The branching pattern of the human cardio-vascular tree is as unique as one’s fingerprint. One such hugely variable anatomy is the SA nodal blood supply.

Certain salient features

  • Variation can be seen in origin, course, and termination.
  • Now it is estimated to arise from RCA in 70% (Moved up from 55% in old studies )
  • From LCX (25%)
  • Dual SA node supply(5%)
  • Direct from Aorta

It is heartening to find this good anatomical review on this topic.

A) From the Right Coronary Artery; (B) From the Left Circumflex Artery (proximal); (C) From the Left Circumflex Artery (distal); (D) From the Left Coronary Artery; (E) From the Aorta; (F) Dual origin from the Right Coronary Artery and the Left Circumflex Artery. Image source : Vikse J, PLoS ONE 11(2): e0148331

Implication for the surgeon

The whereabouts of this tiny, yet important artery is critical to the surgeons’ as they incise and explore the atrial roof. (A gateway, that gives access to so many cardiac surgeries) The SA nodal artery mostly goes retro caval but it can be peri-caval or even anterior to SVC.

This image shows (a,b,c) the course in relation to SVC, Developmentally as the venous pole go posteriorly to fix the SA artery behind it.Image source : Vikse J, PLoS ONE 11(2): e0148331

For the Interventional cardiologist

A rare but distinct mechanical compression of SA node artery is reported with large ASD closure device. The plane of compression is usually occurring in the superior aspect of IAS when the SA node artery cross over the RA to reach the SA node. Should be suspected whenever unusual bradycardia occurs during the manipulation of the device or just after deployment. Always mind the delicate gap  between the antero superior rim and disc where SA nodal artery is likely to trespass.

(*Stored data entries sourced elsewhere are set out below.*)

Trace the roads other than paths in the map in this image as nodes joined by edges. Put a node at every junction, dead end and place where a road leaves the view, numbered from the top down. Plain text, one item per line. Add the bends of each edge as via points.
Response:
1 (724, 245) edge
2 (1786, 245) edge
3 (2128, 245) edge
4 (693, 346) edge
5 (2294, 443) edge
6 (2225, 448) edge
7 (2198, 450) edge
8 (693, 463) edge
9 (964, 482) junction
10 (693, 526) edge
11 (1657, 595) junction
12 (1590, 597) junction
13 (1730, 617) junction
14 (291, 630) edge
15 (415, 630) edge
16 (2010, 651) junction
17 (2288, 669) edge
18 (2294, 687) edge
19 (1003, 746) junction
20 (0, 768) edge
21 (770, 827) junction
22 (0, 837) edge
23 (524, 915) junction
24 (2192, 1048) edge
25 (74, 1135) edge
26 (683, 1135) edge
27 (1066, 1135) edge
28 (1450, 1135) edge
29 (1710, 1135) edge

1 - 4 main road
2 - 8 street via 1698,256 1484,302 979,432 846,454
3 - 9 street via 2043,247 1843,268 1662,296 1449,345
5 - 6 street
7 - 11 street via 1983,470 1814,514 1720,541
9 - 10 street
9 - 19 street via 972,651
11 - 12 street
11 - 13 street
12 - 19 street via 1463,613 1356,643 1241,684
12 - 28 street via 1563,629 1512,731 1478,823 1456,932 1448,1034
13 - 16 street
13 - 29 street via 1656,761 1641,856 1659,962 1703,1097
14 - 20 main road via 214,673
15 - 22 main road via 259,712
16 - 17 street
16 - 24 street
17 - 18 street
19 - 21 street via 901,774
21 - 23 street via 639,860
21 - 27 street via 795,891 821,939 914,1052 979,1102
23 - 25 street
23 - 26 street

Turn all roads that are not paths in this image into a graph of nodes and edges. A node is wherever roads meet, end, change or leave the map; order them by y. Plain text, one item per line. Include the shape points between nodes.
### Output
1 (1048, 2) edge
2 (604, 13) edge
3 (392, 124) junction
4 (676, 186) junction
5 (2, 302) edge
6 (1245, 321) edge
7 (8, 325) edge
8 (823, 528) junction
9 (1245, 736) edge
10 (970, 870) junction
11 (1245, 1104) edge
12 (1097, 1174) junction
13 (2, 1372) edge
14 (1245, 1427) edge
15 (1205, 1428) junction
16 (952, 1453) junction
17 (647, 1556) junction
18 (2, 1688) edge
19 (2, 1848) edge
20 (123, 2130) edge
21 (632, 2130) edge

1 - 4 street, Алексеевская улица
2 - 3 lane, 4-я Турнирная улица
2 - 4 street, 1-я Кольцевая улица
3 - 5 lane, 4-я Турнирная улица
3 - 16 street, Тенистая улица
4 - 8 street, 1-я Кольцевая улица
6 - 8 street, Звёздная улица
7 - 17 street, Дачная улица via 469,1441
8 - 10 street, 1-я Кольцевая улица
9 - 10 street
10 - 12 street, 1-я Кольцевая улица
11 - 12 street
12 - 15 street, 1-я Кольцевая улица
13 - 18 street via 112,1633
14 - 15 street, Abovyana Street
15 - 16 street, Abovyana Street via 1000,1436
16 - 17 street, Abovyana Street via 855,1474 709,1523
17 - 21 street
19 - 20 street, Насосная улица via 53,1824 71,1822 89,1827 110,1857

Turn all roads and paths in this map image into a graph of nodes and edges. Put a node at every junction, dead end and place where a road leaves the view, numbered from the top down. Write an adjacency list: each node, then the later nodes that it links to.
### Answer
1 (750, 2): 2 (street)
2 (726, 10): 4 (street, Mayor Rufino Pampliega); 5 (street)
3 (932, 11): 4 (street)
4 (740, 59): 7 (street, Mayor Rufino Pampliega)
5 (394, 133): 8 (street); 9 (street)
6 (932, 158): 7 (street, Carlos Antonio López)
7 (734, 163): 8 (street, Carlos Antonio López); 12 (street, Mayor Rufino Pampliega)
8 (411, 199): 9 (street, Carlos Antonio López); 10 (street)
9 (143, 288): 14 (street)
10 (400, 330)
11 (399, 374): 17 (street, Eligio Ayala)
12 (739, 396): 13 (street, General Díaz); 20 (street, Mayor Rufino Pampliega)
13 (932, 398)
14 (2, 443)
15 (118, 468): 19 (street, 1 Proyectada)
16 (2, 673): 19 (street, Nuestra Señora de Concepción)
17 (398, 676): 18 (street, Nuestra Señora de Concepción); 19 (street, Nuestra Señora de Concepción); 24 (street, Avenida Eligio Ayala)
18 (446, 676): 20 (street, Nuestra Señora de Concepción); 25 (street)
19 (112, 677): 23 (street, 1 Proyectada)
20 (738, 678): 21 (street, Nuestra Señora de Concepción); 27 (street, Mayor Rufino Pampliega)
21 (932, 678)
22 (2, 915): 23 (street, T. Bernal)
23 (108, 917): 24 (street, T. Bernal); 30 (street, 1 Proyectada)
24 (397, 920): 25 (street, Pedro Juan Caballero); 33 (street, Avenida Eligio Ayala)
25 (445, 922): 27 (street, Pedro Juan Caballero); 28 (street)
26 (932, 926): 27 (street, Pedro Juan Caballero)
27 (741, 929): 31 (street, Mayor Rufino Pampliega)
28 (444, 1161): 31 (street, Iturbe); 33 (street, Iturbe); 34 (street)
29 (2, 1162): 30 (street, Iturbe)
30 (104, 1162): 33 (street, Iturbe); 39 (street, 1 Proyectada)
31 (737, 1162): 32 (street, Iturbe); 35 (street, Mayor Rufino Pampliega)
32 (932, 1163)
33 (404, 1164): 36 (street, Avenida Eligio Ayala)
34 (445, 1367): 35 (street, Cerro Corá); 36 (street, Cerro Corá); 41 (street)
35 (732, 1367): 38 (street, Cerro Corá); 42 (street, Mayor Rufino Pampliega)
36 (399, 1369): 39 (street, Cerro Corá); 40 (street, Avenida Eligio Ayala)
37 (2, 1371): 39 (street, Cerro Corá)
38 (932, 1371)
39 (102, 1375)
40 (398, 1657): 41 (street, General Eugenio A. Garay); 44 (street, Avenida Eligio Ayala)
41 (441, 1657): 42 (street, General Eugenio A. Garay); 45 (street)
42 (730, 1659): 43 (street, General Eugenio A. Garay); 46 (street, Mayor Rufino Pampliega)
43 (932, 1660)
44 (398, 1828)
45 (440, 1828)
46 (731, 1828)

AV node Ischemia with ASD device

With precise imaging modalities, new secrets are emerging. Additional AV node arteries from proximal RCA is documented.This is a surprising learning point for us. This artery is referred to as the right superior descending artery, which provides an alternative blood supply to the AV node from the proximal right coronary artery. The transient compromise of this hitherto unknown AV nodal twigs by the ASD device cause AV blocks. With this new info, we also got an answer to one more lingering question, why would disproportionate bradycardias are observed in inferior MI even when distal RCA is flowing well. We can’t blame high vagal tone always.

SA node compression by ASD device amplatzer

A CT angiogram showing how the ASD device encroaches the SA node artery. Image Source:Tsunehisa Yamamoto JACC 2016 (Linkedbelow)

The original article has an excellent video clipping of how an ASD device hugs the SA node at the superior edge of ASD.

Final message

Human anatomy is not the subject meant to be read in the first-year medical school cadavers, & forget thereafter. Surprisingly. the field of anatomy is also evolving with new mysteries exposed by modern imaging.SA nodal arterial blood supply is one such interesting aspect of cardiac anatomy. Young fellows in cardiology shall pursue further anatomical dark spaces in the heart (One such topic is how cardiac lymphatics compete with the venous system in draining cardiac interstitium)

Reference

Vikse J, Henry BM, Roy J, RamakrishnanPK, Hsieh WC, Walocha JA, et al. (2016) AnatomicalVariations in the Sinoatrial Nodal Artery: A Meta-Analysis and Clinical Considerations. PLoS ONE 11(2): e0148331

It’s gratifying a unique and committed group exclusively doing research in Anatomy. It Department of Anatomy, Jagiellonian University Medical College, Krakow Poland.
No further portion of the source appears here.